(Saved data entries)

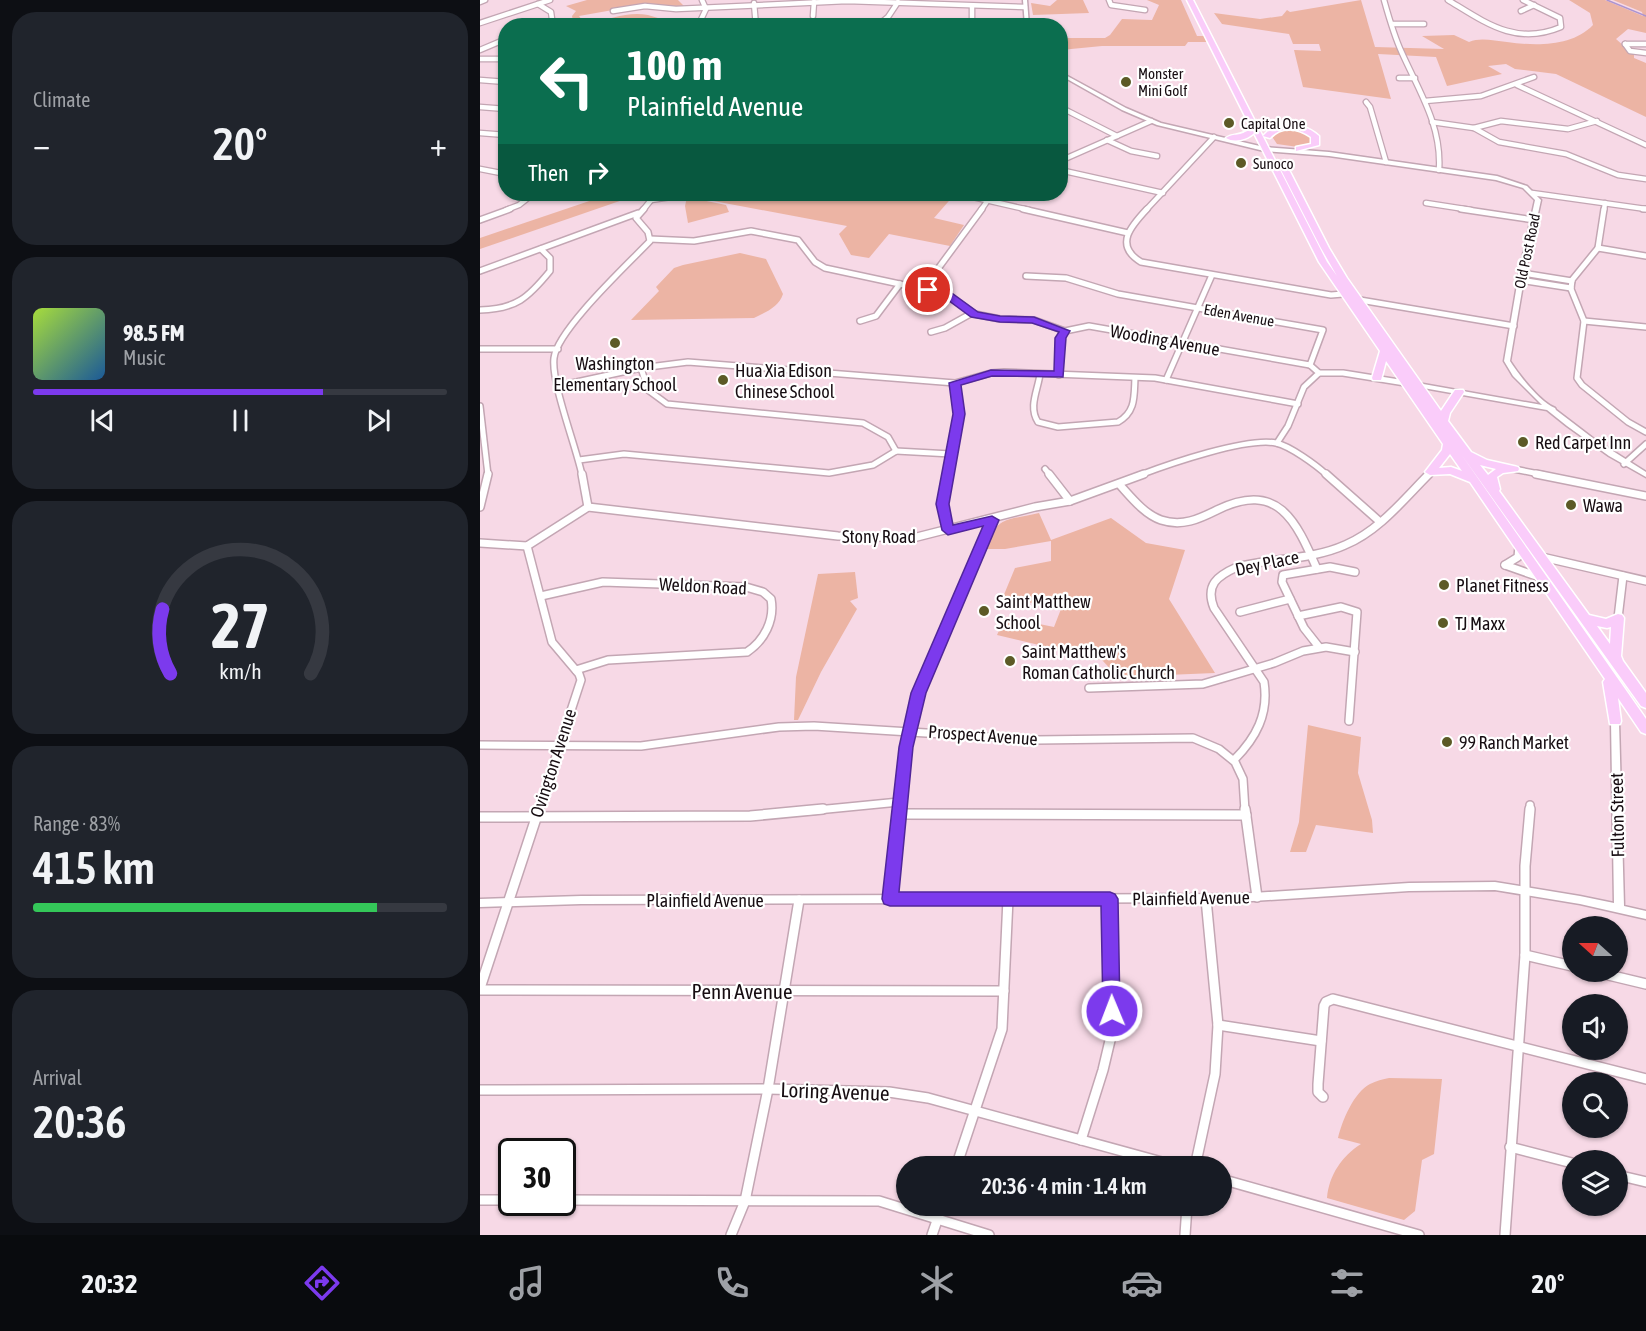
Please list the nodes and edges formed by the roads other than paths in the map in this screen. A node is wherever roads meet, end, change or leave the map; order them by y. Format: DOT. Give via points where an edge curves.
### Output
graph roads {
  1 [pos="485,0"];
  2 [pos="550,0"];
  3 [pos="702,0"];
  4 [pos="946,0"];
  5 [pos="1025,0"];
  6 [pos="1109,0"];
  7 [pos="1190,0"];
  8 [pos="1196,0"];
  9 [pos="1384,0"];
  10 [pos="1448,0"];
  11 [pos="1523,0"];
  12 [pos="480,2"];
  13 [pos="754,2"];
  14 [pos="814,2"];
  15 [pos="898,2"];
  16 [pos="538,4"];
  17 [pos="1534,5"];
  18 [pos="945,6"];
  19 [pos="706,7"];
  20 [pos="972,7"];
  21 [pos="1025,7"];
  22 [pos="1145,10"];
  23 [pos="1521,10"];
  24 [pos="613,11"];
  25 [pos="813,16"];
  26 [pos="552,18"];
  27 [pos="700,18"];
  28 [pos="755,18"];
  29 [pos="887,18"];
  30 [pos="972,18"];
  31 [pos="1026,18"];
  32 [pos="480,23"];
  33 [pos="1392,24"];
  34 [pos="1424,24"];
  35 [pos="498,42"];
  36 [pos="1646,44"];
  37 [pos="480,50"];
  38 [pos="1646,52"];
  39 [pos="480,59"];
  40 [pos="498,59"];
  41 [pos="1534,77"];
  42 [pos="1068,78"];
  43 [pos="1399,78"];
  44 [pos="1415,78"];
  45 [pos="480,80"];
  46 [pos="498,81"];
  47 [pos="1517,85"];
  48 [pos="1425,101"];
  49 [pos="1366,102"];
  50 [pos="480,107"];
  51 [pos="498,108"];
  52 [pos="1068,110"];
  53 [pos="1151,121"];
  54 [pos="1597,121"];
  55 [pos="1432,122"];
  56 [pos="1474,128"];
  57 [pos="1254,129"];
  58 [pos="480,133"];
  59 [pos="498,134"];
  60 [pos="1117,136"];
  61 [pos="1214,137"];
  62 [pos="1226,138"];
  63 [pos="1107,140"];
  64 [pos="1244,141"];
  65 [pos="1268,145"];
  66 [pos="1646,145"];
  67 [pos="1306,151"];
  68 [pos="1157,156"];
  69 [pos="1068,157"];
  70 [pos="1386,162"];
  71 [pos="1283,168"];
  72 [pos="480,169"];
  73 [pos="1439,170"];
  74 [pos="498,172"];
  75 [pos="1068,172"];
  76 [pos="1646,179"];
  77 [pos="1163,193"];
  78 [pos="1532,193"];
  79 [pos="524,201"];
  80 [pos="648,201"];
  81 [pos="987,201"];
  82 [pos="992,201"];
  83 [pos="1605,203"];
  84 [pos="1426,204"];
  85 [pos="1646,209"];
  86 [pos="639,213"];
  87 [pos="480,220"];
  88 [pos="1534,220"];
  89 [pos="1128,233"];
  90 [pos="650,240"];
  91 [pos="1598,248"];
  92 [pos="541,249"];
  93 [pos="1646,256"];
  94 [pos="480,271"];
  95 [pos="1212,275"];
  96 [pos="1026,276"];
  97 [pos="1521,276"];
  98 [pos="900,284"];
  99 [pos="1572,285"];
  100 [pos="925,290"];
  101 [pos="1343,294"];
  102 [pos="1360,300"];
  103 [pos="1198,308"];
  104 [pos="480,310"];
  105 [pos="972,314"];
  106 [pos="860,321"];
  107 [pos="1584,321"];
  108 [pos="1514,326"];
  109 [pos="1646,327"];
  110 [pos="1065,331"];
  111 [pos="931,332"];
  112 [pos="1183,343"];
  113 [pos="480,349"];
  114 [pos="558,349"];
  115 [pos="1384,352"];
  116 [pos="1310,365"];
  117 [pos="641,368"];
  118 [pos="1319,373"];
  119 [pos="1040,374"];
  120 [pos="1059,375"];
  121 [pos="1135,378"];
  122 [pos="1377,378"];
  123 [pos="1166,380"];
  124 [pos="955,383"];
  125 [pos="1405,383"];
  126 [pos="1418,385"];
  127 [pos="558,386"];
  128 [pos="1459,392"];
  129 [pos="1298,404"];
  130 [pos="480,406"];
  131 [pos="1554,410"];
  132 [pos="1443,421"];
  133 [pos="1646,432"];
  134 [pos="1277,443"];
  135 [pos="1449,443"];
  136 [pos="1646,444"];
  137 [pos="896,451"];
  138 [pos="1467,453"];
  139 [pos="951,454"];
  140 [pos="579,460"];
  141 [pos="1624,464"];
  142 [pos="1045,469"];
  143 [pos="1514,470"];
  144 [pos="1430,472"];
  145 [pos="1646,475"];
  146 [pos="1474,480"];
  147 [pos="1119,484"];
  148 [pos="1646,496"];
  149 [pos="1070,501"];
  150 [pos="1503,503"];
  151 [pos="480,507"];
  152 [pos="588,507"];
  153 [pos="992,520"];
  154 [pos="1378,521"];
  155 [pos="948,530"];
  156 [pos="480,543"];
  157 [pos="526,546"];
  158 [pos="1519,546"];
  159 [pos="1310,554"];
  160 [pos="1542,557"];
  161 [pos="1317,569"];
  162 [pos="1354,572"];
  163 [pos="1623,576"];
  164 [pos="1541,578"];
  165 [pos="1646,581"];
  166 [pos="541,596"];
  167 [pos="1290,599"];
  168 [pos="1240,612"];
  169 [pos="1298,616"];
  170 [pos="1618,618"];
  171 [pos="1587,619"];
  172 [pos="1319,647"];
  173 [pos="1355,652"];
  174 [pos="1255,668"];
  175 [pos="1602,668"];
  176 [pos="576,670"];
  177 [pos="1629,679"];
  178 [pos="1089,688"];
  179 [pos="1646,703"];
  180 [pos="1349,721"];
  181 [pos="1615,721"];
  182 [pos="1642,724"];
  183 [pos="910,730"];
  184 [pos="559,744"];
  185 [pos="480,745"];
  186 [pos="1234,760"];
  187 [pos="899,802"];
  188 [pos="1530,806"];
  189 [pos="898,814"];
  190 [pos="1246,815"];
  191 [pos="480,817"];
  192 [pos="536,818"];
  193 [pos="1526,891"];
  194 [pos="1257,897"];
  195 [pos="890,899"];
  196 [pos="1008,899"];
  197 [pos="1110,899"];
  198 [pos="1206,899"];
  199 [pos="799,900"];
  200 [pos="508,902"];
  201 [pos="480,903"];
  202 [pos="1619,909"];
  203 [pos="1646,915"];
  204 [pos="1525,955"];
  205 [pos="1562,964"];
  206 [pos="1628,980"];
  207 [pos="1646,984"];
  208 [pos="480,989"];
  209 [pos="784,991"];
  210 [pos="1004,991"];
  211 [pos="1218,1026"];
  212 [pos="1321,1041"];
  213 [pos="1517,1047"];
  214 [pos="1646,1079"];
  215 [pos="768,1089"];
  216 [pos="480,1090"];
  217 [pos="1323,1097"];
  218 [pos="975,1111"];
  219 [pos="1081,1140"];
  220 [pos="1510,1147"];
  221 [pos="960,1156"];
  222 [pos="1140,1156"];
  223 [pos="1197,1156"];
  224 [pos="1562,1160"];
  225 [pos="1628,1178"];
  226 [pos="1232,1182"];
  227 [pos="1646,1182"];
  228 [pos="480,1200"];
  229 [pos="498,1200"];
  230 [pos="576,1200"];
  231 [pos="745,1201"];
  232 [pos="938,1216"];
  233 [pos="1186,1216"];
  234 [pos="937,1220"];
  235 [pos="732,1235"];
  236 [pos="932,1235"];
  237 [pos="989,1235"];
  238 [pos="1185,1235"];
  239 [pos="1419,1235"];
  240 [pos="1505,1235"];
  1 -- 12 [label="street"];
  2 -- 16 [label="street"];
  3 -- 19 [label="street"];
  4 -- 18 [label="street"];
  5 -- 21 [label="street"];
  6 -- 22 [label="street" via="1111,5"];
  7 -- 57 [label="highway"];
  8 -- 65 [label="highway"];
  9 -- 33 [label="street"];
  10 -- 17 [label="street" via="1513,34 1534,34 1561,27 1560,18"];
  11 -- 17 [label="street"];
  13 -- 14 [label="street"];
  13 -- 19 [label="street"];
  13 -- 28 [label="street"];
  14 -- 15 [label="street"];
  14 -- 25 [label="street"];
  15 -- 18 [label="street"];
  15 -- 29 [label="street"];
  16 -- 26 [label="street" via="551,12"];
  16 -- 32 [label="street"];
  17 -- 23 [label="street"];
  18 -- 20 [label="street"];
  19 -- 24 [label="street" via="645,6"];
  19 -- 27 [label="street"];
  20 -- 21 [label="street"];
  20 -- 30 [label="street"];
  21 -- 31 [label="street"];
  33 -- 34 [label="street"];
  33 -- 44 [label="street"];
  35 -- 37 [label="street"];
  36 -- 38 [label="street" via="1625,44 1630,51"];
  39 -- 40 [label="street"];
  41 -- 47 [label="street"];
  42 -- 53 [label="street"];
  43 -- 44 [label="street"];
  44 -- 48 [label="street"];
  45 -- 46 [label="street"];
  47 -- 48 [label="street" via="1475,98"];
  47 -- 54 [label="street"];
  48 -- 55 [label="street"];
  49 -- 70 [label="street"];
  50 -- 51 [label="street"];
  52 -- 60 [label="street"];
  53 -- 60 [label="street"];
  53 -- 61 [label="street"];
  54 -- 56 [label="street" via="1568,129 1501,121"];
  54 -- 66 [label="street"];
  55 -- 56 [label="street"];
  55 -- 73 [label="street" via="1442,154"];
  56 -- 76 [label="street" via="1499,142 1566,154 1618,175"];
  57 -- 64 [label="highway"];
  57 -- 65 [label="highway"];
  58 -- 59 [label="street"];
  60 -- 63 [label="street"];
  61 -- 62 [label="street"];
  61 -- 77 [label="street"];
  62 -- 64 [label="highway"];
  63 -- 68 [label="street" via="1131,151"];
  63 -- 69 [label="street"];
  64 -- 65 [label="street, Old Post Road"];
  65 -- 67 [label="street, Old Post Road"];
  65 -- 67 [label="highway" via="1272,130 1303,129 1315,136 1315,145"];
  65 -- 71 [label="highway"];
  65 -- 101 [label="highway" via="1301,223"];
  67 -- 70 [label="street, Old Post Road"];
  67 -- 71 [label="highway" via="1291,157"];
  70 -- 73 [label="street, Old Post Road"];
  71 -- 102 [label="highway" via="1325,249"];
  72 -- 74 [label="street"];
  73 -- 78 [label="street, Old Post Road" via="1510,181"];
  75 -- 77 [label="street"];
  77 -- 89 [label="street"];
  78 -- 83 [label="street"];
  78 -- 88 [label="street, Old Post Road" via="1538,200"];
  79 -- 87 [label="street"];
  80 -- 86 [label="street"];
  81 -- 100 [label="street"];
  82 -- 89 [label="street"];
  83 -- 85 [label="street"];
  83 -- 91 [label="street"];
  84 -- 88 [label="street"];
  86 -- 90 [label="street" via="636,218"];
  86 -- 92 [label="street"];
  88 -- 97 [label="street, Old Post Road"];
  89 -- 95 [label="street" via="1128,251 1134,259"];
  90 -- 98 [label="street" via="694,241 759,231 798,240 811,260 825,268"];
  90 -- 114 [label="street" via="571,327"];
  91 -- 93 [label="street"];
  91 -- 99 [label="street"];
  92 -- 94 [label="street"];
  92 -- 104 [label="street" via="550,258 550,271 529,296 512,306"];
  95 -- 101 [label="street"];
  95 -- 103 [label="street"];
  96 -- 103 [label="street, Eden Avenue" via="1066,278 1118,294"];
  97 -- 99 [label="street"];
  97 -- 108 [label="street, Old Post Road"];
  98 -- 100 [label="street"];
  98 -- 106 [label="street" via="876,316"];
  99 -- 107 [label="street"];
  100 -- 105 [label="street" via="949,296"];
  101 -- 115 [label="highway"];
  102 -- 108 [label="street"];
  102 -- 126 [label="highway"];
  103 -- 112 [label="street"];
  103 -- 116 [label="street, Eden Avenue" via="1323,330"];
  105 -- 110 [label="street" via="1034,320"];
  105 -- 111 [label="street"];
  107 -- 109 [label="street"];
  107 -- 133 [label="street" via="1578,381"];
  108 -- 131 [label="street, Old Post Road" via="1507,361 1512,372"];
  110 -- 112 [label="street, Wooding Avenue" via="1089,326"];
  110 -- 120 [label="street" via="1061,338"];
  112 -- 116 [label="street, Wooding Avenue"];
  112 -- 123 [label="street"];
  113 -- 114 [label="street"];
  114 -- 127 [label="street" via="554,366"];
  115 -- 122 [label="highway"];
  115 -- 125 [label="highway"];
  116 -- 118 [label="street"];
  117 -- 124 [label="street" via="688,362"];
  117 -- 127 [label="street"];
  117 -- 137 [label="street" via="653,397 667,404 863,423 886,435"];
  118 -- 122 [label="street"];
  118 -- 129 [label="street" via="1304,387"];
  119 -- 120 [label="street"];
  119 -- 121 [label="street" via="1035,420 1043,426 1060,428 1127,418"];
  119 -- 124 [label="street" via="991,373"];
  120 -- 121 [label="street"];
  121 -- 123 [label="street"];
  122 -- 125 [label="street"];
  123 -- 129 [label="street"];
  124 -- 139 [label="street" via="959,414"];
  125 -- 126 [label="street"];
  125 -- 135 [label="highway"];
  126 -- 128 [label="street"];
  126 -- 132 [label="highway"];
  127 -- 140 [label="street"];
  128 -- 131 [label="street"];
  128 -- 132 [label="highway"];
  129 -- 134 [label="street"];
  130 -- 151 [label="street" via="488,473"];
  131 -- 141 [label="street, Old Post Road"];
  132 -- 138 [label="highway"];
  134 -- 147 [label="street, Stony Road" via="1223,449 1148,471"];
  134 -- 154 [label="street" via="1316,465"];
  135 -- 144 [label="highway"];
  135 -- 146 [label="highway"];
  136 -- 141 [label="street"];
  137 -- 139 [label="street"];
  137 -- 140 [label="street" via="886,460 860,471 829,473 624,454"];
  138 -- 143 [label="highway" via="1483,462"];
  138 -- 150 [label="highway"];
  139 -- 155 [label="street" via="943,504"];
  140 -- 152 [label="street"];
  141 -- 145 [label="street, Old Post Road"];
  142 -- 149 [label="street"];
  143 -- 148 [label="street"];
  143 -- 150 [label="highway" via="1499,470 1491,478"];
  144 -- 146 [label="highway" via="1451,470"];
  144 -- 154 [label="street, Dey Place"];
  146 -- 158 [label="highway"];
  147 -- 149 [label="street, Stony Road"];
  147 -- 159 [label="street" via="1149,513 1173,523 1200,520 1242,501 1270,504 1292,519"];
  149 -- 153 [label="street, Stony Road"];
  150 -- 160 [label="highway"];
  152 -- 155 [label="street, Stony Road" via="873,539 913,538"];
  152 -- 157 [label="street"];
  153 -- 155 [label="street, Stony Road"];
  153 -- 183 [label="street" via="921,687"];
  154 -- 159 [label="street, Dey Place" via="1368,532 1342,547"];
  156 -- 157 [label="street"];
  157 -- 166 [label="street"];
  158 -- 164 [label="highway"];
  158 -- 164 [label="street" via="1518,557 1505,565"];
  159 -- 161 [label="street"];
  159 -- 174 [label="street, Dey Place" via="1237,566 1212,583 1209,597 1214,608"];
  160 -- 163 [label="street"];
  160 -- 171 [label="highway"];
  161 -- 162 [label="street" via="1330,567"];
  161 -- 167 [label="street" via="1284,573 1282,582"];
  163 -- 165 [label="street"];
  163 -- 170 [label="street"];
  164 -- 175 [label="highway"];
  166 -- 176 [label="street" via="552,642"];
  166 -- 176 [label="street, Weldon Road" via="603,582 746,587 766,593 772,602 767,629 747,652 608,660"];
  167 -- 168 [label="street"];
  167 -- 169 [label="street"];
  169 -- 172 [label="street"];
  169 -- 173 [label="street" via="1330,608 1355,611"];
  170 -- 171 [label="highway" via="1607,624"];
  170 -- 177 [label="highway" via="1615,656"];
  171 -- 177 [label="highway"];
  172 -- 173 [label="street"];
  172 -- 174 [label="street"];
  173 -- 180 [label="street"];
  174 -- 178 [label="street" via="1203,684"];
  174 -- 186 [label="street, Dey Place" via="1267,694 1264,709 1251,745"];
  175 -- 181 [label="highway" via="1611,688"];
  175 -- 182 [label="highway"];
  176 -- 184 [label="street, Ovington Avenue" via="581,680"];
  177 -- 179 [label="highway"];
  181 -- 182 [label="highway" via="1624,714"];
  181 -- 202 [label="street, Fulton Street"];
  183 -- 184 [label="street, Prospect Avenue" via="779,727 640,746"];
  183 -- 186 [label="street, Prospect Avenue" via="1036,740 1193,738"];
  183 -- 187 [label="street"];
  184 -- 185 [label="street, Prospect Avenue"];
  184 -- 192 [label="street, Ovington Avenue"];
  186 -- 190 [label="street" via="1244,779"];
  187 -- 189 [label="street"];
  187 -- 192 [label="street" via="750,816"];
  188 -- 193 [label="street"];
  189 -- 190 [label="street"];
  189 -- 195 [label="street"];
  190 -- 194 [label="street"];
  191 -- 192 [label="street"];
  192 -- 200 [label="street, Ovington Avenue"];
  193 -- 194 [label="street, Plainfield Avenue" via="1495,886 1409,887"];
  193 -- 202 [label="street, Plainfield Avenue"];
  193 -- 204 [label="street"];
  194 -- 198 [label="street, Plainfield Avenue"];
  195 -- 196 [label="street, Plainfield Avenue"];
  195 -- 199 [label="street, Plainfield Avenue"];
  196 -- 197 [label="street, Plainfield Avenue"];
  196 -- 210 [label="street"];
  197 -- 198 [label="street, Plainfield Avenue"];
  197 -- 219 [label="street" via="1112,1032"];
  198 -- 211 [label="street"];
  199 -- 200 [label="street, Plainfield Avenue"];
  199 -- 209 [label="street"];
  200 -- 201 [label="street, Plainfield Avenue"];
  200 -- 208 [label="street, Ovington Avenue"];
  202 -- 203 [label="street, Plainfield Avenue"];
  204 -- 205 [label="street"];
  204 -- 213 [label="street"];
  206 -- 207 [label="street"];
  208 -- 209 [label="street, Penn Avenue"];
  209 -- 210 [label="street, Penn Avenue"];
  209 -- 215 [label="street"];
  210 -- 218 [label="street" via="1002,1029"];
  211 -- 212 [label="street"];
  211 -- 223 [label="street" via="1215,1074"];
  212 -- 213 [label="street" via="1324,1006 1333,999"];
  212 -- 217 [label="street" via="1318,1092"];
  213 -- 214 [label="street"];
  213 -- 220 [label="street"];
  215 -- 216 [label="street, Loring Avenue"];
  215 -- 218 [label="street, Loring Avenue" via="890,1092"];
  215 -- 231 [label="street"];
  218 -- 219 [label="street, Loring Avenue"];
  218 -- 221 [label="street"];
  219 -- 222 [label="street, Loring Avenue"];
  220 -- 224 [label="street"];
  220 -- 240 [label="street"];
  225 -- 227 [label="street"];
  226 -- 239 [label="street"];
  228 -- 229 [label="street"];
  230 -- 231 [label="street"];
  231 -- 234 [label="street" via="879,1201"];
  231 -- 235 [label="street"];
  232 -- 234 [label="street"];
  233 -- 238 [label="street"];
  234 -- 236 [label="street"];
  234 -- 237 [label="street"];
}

### [PROMPT]
Among the lines above, return those that hold the word "Loring".

### [SOLUTION FOR THIS TASK]
  215 -- 216 [label="street, Loring Avenue"];
  215 -- 218 [label="street, Loring Avenue" via="890,1092"];
  218 -- 219 [label="street, Loring Avenue"];
  219 -- 222 [label="street, Loring Avenue"];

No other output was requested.